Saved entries
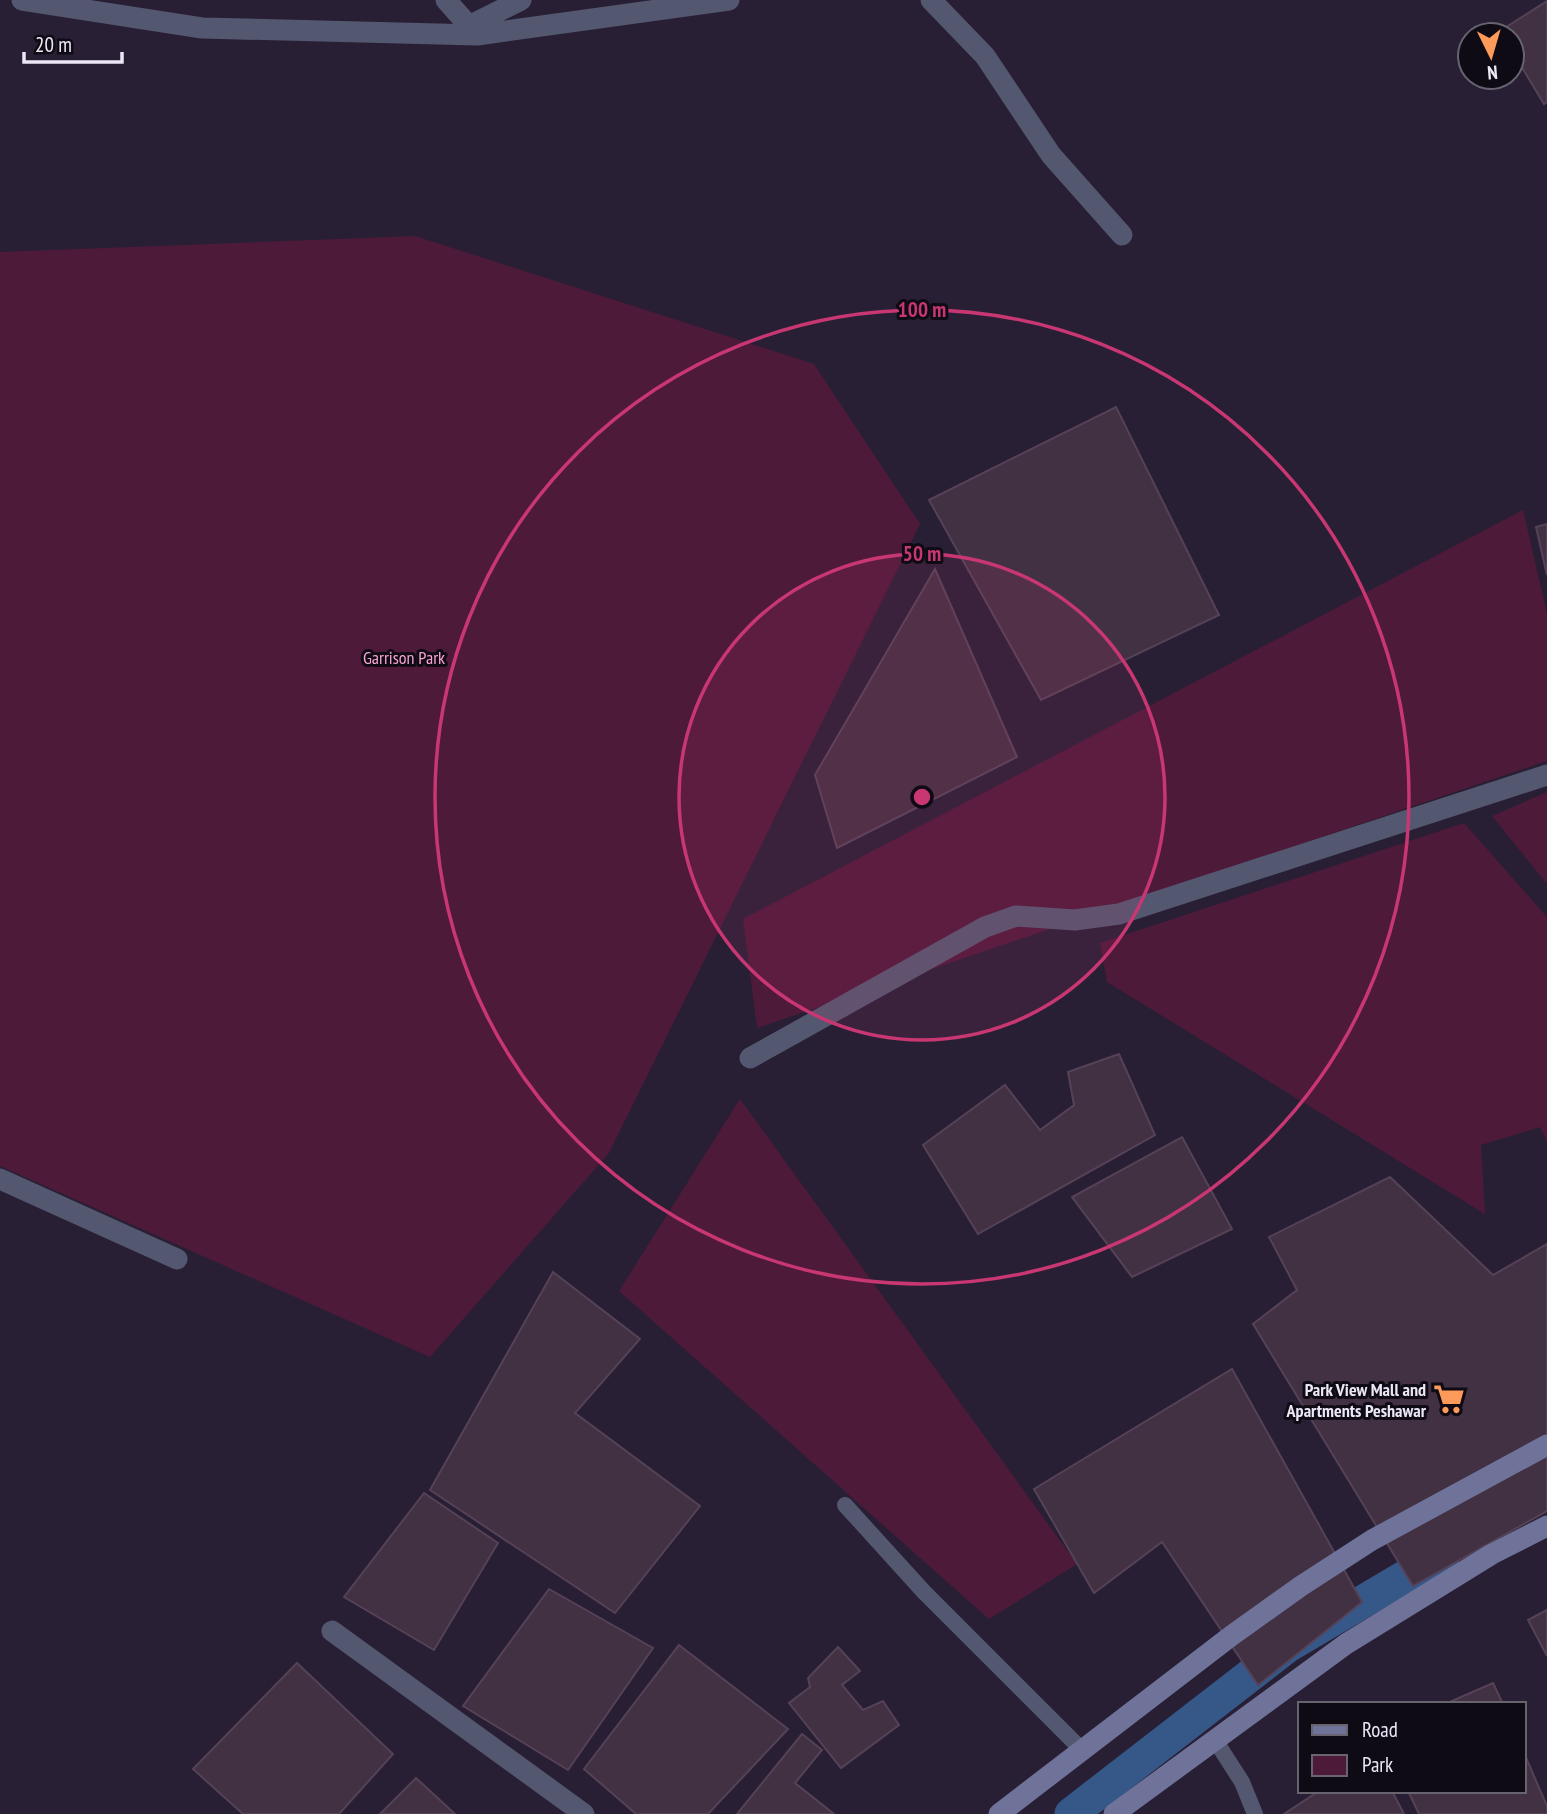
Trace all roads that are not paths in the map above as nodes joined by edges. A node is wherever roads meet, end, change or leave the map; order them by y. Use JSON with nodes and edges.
{"nodes":[{"id":1,"x":22,"y":0,"type":"edge"},
{"id":2,"x":446,"y":0,"type":"edge"},
{"id":3,"x":521,"y":0,"type":"edge"},
{"id":4,"x":729,"y":0,"type":"edge"},
{"id":5,"x":931,"y":0,"type":"edge"},
{"id":6,"x":473,"y":30,"type":"junction"},
{"id":7,"x":1122,"y":235,"type":"dead end"},
{"id":8,"x":1547,"y":775,"type":"edge"},
{"id":9,"x":750,"y":1058,"type":"dead end"},
{"id":10,"x":0,"y":1179,"type":"edge"},
{"id":11,"x":177,"y":1259,"type":"dead end"},
{"id":12,"x":1547,"y":1445,"type":"edge"},
{"id":13,"x":845,"y":1505,"type":"dead end"},
{"id":14,"x":1547,"y":1526,"type":"edge"},
{"id":15,"x":332,"y":1632,"type":"dead end"},
{"id":16,"x":1215,"y":1740,"type":"junction"},
{"id":17,"x":1082,"y":1749,"type":"junction"},
{"id":18,"x":584,"y":1814,"type":"edge"},
{"id":19,"x":999,"y":1814,"type":"edge"},
{"id":20,"x":1114,"y":1814,"type":"edge"},
{"id":21,"x":1255,"y":1814,"type":"edge"}],
"edges":[{"from":1,"to":6,"type":"street"},
{"from":2,"to":6,"type":"street"},
{"from":3,"to":6,"type":"street"},
{"from":4,"to":6,"type":"street"},
{"from":5,"to":7,"type":"street"},
{"from":8,"to":9,"type":"street"},
{"from":10,"to":11,"type":"street"},
{"from":12,"to":17,"type":"main road"},
{"from":13,"to":17,"type":"lane"},
{"from":14,"to":16,"type":"main road"},
{"from":15,"to":18,"type":"street"},
{"from":16,"to":20,"type":"main road"},
{"from":16,"to":21,"type":"lane"},
{"from":17,"to":19,"type":"main road"}]}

__What you are asked to do__
Pictures aside, repeat each entry in full and without change.

__Answer for this exercise__
Trace all roads that are not paths in the map above as nodes joined by edges. A node is wherever roads meet, end, change or leave the map; order them by y. Use JSON with nodes and edges.
{"nodes":[{"id":1,"x":22,"y":0,"type":"edge"},
{"id":2,"x":446,"y":0,"type":"edge"},
{"id":3,"x":521,"y":0,"type":"edge"},
{"id":4,"x":729,"y":0,"type":"edge"},
{"id":5,"x":931,"y":0,"type":"edge"},
{"id":6,"x":473,"y":30,"type":"junction"},
{"id":7,"x":1122,"y":235,"type":"dead end"},
{"id":8,"x":1547,"y":775,"type":"edge"},
{"id":9,"x":750,"y":1058,"type":"dead end"},
{"id":10,"x":0,"y":1179,"type":"edge"},
{"id":11,"x":177,"y":1259,"type":"dead end"},
{"id":12,"x":1547,"y":1445,"type":"edge"},
{"id":13,"x":845,"y":1505,"type":"dead end"},
{"id":14,"x":1547,"y":1526,"type":"edge"},
{"id":15,"x":332,"y":1632,"type":"dead end"},
{"id":16,"x":1215,"y":1740,"type":"junction"},
{"id":17,"x":1082,"y":1749,"type":"junction"},
{"id":18,"x":584,"y":1814,"type":"edge"},
{"id":19,"x":999,"y":1814,"type":"edge"},
{"id":20,"x":1114,"y":1814,"type":"edge"},
{"id":21,"x":1255,"y":1814,"type":"edge"}],
"edges":[{"from":1,"to":6,"type":"street"},
{"from":2,"to":6,"type":"street"},
{"from":3,"to":6,"type":"street"},
{"from":4,"to":6,"type":"street"},
{"from":5,"to":7,"type":"street"},
{"from":8,"to":9,"type":"street"},
{"from":10,"to":11,"type":"street"},
{"from":12,"to":17,"type":"main road"},
{"from":13,"to":17,"type":"lane"},
{"from":14,"to":16,"type":"main road"},
{"from":15,"to":18,"type":"street"},
{"from":16,"to":20,"type":"main road"},
{"from":16,"to":21,"type":"lane"},
{"from":17,"to":19,"type":"main road"}]}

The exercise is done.